Task instructions:
Every record below should be printed again exactly, with its pictures removed.
****
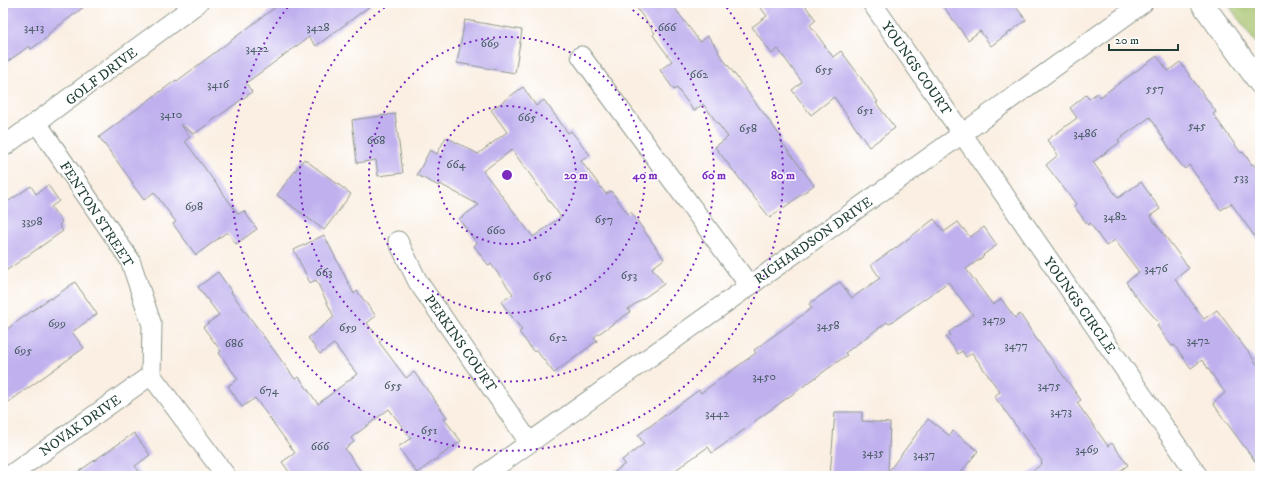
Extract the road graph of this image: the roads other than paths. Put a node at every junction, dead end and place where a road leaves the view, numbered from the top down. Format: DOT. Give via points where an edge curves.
graph roads {
  1 [pos="198,3"];
  2 [pos="872,3"];
  3 [pos="1143,3"];
  4 [pos="1202,3"];
  5 [pos="581,56"];
  6 [pos="1260,83"];
  7 [pos="37,123"];
  8 [pos="962,134"];
  9 [pos="3,147"];
  10 [pos="398,241"];
  11 [pos="749,285"];
  12 [pos="151,374"];
  13 [pos="529,442"];
  14 [pos="9,476"];
  15 [pos="226,476"];
  16 [pos="483,476"];
  17 [pos="1198,476"];
  1 -- 7 [label="street, GOLF DRIVE"];
  2 -- 8 [label="street, YOUNGS COURT"];
  3 -- 8 [label="street, RICHARDSON DRIVE"];
  4 -- 6 [label="street"];
  5 -- 11 [label="street"];
  7 -- 9 [label="street, GOLF DRIVE"];
  7 -- 12 [label="street, FENTON STREET" via="130,260 152,325"];
  8 -- 11 [label="street, RICHARDSON DRIVE"];
  8 -- 17 [label="street, YOUNGS CIRCLE"];
  10 -- 13 [label="street, PERKINS COURT" via="418,282"];
  11 -- 13 [label="street, RICHARDSON DRIVE"];
  12 -- 14 [label="street, NOVAK DRIVE"];
  12 -- 15 [label="street"];
  13 -- 16 [label="street, RICHARDSON DRIVE"];
}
****
Exercise solution:
Extract the road graph of this image: the roads other than paths. Put a node at every junction, dead end and place where a road leaves the view, numbered from the top down. Format: DOT. Give via points where an edge curves.
graph roads {
  1 [pos="198,3"];
  2 [pos="872,3"];
  3 [pos="1143,3"];
  4 [pos="1202,3"];
  5 [pos="581,56"];
  6 [pos="1260,83"];
  7 [pos="37,123"];
  8 [pos="962,134"];
  9 [pos="3,147"];
  10 [pos="398,241"];
  11 [pos="749,285"];
  12 [pos="151,374"];
  13 [pos="529,442"];
  14 [pos="9,476"];
  15 [pos="226,476"];
  16 [pos="483,476"];
  17 [pos="1198,476"];
  1 -- 7 [label="street, GOLF DRIVE"];
  2 -- 8 [label="street, YOUNGS COURT"];
  3 -- 8 [label="street, RICHARDSON DRIVE"];
  4 -- 6 [label="street"];
  5 -- 11 [label="street"];
  7 -- 9 [label="street, GOLF DRIVE"];
  7 -- 12 [label="street, FENTON STREET" via="130,260 152,325"];
  8 -- 11 [label="street, RICHARDSON DRIVE"];
  8 -- 17 [label="street, YOUNGS CIRCLE"];
  10 -- 13 [label="street, PERKINS COURT" via="418,282"];
  11 -- 13 [label="street, RICHARDSON DRIVE"];
  12 -- 14 [label="street, NOVAK DRIVE"];
  12 -- 15 [label="street"];
  13 -- 16 [label="street, RICHARDSON DRIVE"];
}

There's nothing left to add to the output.